The application of income tax law is complex. Laws and regulations in this area are voluminous and often ambiguous. Accordingly, we must make judgments regarding income tax exposure. Interpretations of and guidance surrounding income tax laws and regulations change over time. As a result, changes in our judgments can materially affect amounts we recognize in our consolidated financial statements. We believe the accounting associated with the passage of the TCJA is complete and we have therefore not recorded any provisional amounts in our consolidated financial statements. See Note 11 of the Notes to Consolidated Financial Statements, “Taxes,” for additional detail on our accounting for income taxes.

Asset Retirement Obligations

We have recognized legal obligations associated with the disposal of long-lived assets that result from the acquisition, construction, development or normal operation of such assets. Concurrent with the recognition of the liability, the estimated cost of the ARO is capitalized and depreciated over the remaining life of the asset. We estimate our AROs based on the fair value of the AROs we incurred at the time the related long-lived assets were either acquired, placed in service or when regulations establishing the obligation became effective. The recording of AROs for regulated operations has no income statement impact due to the deferral of the adjustments through the establishment of a regulatory asset or an offset to a regulatory liability.

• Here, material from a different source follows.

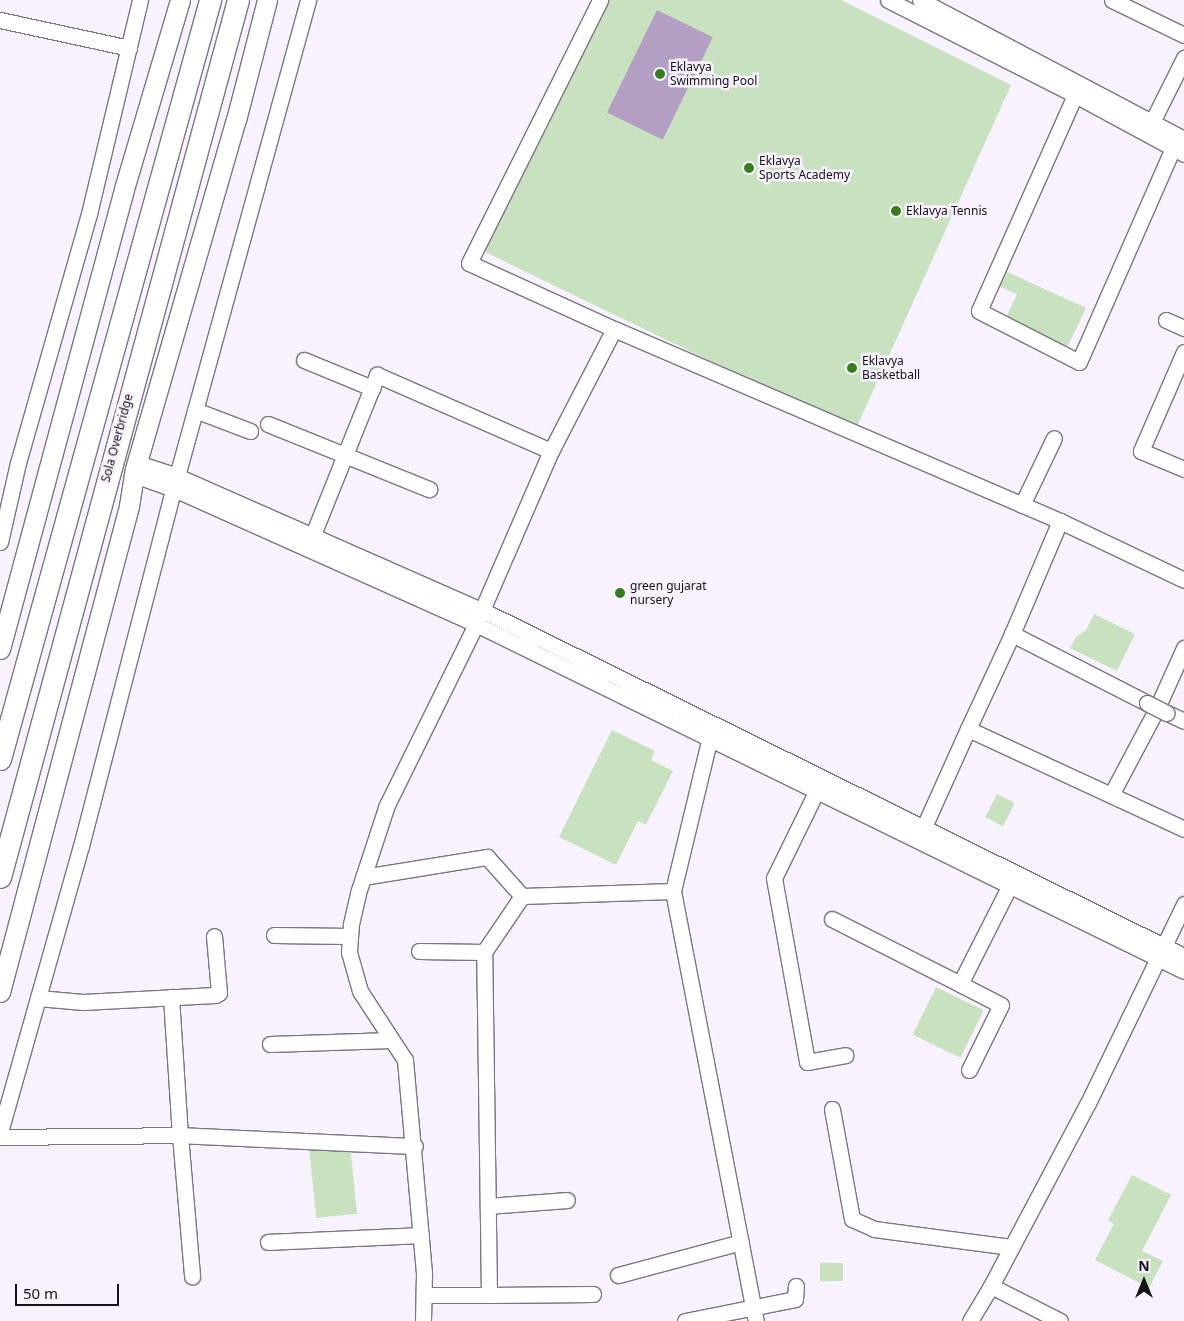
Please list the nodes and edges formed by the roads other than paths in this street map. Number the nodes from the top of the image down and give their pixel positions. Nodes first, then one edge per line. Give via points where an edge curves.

We initially recorded AROs at fair value for the estimated cost to decommission Wolf Creek (our 47% share), retire our wind generating facilities, dispose of asbestos insulating material at our power plants, remediate ash disposal ponds, close ash landfills and dispose of polychlorinated biphenyl contaminated oil. ARO refers to a legal obligation to perform an asset retirement activity in which the timing and/or method of settlement may be conditional on a future event that may or may not be within the control of the entity. In determining our AROs, we make assumptions regarding probable future disposal costs. A change in these assumptions could have a significant impact on the AROs reflected on our consolidated balance sheets.
 
As of December 31, 2017 and 2016, we have recorded AROs of $405.1 million and $324.0 million, respectively. For additional information on our legal AROs, see Note 15 of the Notes to Consolidated Financial Statements, “Asset Retirement Obligations.”


34


Contingencies and Litigation

We and our subsidiaries are involved in various legal, environmental and regulatory proceedings, and we have estimated the probable cost for the resolution of these proceedings. These estimates are based on an analysis of potential results, assuming a combination of litigation and settlement strategies. It is possible that our future consolidated financial results could be materially affected by changes in our assumptions. See Notes 4, 14 and 16 of the Notes to Consolidated Financial Statements, “Rate Matters and Regulations,” “Commitments and Contingencies” and “Legal Proceedings,” respectively, for additional information.



35


OPERATING RESULTS

We evaluate operating results based on EPS. We have various classifications of revenues, defined as follows:

Retail: Sales of electricity to residential, commercial and industrial customers. Classification of customers as residential, commercial or industrial requires judgment and our classifications may be different from other companies. Assignment of tariffs is not dependent on classification. Other retail sales of electricity include lighting for public streets and highways, net of revenue subject to refund.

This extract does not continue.